Can Meditation Lower Risk of Heart Attack?

An infrequent attender of yoga classes, my favorite part of the yoga experience is naturally the five minute nap allowed at the end of class.  Any form of exercise that ends by laying on a mat and closing my eyes gets my vote.  Of course I assume this is more of a 'cool down' included so participants don't pass out after an hour of standing on their heads or doing downward dog.  It turns out, however that my post-yoga mini nap may be good for heart health.

A recent study shows that transcendental meditation may help prevent death from heart attack and stroke in African Americans suffering from heart disease.  In this five year study, obese African American individuals either attended a 20 minute health education class where educators taught diet and exercise tips or were assigned to a 20 minute transcendental meditation program.   
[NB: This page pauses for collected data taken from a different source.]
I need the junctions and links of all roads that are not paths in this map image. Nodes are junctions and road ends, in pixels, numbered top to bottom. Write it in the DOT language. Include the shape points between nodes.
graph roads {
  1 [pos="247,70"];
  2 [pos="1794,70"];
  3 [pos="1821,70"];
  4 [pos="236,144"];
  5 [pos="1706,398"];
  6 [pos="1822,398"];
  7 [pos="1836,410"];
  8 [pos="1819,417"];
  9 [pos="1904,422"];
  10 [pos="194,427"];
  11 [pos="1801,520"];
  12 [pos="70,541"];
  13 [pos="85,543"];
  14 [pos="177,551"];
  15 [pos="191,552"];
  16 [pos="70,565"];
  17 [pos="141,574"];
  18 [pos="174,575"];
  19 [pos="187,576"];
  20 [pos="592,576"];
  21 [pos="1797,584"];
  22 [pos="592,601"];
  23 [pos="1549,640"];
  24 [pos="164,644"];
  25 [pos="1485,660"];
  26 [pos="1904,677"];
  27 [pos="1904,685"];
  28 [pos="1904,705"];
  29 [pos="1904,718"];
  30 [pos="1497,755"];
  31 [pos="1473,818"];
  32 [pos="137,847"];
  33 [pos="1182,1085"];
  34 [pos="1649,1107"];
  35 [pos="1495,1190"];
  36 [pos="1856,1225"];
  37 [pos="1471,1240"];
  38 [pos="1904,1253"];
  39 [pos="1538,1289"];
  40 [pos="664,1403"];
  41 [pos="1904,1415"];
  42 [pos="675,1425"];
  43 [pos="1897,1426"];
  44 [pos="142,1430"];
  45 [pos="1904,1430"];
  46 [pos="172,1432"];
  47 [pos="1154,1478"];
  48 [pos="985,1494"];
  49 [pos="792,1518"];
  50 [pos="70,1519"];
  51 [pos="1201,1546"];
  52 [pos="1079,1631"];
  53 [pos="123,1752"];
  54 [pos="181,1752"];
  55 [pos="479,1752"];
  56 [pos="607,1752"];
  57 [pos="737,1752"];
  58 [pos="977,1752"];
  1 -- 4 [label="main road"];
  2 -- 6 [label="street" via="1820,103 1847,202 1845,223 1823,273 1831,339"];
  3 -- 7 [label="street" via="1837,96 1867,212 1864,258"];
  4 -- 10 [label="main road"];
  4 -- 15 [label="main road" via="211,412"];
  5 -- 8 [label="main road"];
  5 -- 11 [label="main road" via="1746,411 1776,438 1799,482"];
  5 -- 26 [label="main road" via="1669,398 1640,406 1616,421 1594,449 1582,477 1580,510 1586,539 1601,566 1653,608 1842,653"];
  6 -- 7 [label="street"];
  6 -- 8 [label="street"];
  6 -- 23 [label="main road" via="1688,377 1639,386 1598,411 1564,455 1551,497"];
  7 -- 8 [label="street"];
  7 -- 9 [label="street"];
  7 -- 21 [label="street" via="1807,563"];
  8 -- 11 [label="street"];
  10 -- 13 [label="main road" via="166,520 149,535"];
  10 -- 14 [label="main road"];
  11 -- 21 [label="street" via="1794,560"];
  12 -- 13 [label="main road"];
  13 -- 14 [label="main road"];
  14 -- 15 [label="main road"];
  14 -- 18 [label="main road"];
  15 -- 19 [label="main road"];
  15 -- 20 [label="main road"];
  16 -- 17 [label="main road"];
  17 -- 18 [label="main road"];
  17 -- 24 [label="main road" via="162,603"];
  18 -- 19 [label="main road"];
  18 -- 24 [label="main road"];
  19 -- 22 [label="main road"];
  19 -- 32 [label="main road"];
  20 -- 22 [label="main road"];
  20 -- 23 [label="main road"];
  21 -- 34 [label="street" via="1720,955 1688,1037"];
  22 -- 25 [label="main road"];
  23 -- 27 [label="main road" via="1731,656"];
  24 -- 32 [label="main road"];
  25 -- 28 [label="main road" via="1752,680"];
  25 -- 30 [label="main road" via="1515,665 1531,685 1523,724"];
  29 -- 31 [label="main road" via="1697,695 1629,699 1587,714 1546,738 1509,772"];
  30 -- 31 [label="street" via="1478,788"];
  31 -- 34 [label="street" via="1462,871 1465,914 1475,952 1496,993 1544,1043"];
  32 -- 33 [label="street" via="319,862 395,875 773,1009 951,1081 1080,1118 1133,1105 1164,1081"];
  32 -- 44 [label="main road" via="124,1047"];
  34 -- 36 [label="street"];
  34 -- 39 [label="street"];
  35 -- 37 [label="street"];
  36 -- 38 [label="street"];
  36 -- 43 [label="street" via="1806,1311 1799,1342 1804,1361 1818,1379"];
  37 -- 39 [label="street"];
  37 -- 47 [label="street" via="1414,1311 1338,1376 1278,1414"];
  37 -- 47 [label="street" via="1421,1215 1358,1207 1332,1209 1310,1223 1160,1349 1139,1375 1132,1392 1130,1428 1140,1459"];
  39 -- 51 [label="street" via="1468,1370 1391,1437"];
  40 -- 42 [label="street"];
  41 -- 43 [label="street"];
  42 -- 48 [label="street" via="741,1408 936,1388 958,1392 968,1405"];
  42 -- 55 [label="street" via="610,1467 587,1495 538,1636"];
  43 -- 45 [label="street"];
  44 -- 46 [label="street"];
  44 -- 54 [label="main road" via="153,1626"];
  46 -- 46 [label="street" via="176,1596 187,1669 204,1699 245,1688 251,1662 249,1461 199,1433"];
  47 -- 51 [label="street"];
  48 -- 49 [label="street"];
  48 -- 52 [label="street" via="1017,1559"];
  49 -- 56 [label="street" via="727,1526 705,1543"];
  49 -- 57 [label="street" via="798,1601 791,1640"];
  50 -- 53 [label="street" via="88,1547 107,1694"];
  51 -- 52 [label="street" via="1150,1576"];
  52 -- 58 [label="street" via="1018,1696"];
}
After five years, participants in the transcendental meditation group had a 48% reduction in overall risk of heart attack, stroke and death compared to those in the health education group.  Meditation participants also had a 5mmHG drop in blood pressure and reported decreases in anger levels.  They were also more likely to stop smoking than participants in the education group.  Most participants in the study meditated for 20 minutes an average of 8.5 times each week.  Individuals who meditated 14 times each week experienced even better outcomes than those who meditated less.

Although this study included only a small number of participants and needs to be researched further, it has excellent implications for our patients.  Meditation requires little skill, has zero negative side effects and best of all it's free!  Nurse practitioners should consider recommending meditation to their heart disease patients (with an open mind).